┏━━

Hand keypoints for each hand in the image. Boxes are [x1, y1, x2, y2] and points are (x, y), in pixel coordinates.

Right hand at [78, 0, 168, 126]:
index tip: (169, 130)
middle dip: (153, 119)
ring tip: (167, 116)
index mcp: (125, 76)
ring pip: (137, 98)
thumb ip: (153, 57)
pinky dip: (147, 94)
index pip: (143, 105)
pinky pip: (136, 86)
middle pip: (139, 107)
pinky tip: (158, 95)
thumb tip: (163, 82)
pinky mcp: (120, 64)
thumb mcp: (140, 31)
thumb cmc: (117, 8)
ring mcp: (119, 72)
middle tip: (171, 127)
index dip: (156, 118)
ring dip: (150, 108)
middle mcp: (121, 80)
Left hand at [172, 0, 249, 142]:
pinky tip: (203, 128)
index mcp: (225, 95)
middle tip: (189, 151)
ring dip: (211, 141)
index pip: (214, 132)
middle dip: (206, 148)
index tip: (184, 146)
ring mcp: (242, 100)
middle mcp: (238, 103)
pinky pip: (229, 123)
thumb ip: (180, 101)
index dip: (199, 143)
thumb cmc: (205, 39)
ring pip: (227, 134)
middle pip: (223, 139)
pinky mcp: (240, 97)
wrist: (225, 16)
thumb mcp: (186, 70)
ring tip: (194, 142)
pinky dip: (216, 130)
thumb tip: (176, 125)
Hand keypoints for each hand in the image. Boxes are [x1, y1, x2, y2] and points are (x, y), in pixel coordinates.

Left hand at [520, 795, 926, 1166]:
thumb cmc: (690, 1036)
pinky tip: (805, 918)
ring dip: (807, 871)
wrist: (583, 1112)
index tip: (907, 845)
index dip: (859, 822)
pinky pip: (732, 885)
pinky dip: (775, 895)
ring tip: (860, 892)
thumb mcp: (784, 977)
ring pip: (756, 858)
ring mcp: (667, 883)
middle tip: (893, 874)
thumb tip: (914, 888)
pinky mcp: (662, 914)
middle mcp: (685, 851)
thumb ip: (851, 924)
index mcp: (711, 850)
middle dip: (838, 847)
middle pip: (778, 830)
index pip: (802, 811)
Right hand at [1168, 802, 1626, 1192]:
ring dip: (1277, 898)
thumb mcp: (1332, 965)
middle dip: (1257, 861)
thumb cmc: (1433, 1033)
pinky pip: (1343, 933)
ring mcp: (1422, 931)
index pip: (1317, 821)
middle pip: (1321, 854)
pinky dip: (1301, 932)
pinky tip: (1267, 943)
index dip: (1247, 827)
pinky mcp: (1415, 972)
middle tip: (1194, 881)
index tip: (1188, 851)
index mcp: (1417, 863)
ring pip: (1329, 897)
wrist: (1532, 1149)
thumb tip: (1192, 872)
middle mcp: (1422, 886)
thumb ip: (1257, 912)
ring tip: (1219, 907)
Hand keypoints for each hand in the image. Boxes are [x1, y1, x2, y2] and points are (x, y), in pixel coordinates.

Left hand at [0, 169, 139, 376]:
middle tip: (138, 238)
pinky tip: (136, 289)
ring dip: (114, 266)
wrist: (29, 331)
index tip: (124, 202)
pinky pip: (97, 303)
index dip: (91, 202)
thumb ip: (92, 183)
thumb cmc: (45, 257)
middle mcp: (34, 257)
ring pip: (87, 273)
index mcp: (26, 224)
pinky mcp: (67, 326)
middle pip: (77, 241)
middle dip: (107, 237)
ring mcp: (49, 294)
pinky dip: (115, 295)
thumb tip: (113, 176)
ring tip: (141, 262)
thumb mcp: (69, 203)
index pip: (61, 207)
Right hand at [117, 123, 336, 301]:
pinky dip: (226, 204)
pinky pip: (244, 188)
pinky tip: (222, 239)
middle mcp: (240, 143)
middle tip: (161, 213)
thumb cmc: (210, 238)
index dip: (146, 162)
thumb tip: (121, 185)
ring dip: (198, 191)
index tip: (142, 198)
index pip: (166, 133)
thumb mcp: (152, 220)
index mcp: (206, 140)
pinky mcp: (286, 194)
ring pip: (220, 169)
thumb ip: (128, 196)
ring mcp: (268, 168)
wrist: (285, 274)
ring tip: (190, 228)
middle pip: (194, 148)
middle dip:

┗━━

Give again, word for word, every line of the listing above from the one with "thumb cmc: (690, 1036)" to the one with "ring tip: (141, 262)", both inclusive, and nothing beyond them.

thumb cmc: (690, 1036)
pinky tip: (805, 918)
ring dip: (807, 871)
wrist: (583, 1112)
index tip: (907, 845)
index dip: (859, 822)
pinky pip: (732, 885)
pinky dip: (775, 895)
ring tip: (860, 892)
thumb mcp: (784, 977)
ring pip: (756, 858)
ring mcp: (667, 883)
middle tip: (893, 874)
thumb tip: (914, 888)
pinky mcp: (662, 914)
middle mcp: (685, 851)
thumb ip: (851, 924)
index mcp: (711, 850)
middle dip: (838, 847)
middle pip: (778, 830)
index pip: (802, 811)
Right hand at [1168, 802, 1626, 1192]:
ring dip: (1277, 898)
thumb mcp: (1332, 965)
middle dip: (1257, 861)
thumb cmc: (1433, 1033)
pinky pip: (1343, 933)
ring mcp: (1422, 931)
index pip: (1317, 821)
middle pip: (1321, 854)
pinky dip: (1301, 932)
pinky tip: (1267, 943)
index dip: (1247, 827)
pinky mcp: (1415, 972)
middle tip: (1194, 881)
index tip: (1188, 851)
index mcp: (1417, 863)
ring pip: (1329, 897)
wrist: (1532, 1149)
thumb tip: (1192, 872)
middle mcp: (1422, 886)
thumb ip: (1257, 912)
ring tip: (1219, 907)
Hand keypoints for each hand in the image. Boxes are [x1, y1, x2, y2] and points are (x, y), in pixel coordinates.

Left hand at [0, 169, 139, 376]:
middle tip: (138, 238)
pinky tip: (136, 289)
ring dip: (114, 266)
wrist: (29, 331)
index tip: (124, 202)
pinky pip: (97, 303)
index dip: (91, 202)
thumb ip: (92, 183)
thumb cmc: (45, 257)
middle mcp: (34, 257)
ring pip: (87, 273)
index mcp: (26, 224)
pinky mcp: (67, 326)
middle pip: (77, 241)
middle dip: (107, 237)
ring mcp: (49, 294)
pinky dip: (115, 295)
thumb tip: (113, 176)
ring tip: (141, 262)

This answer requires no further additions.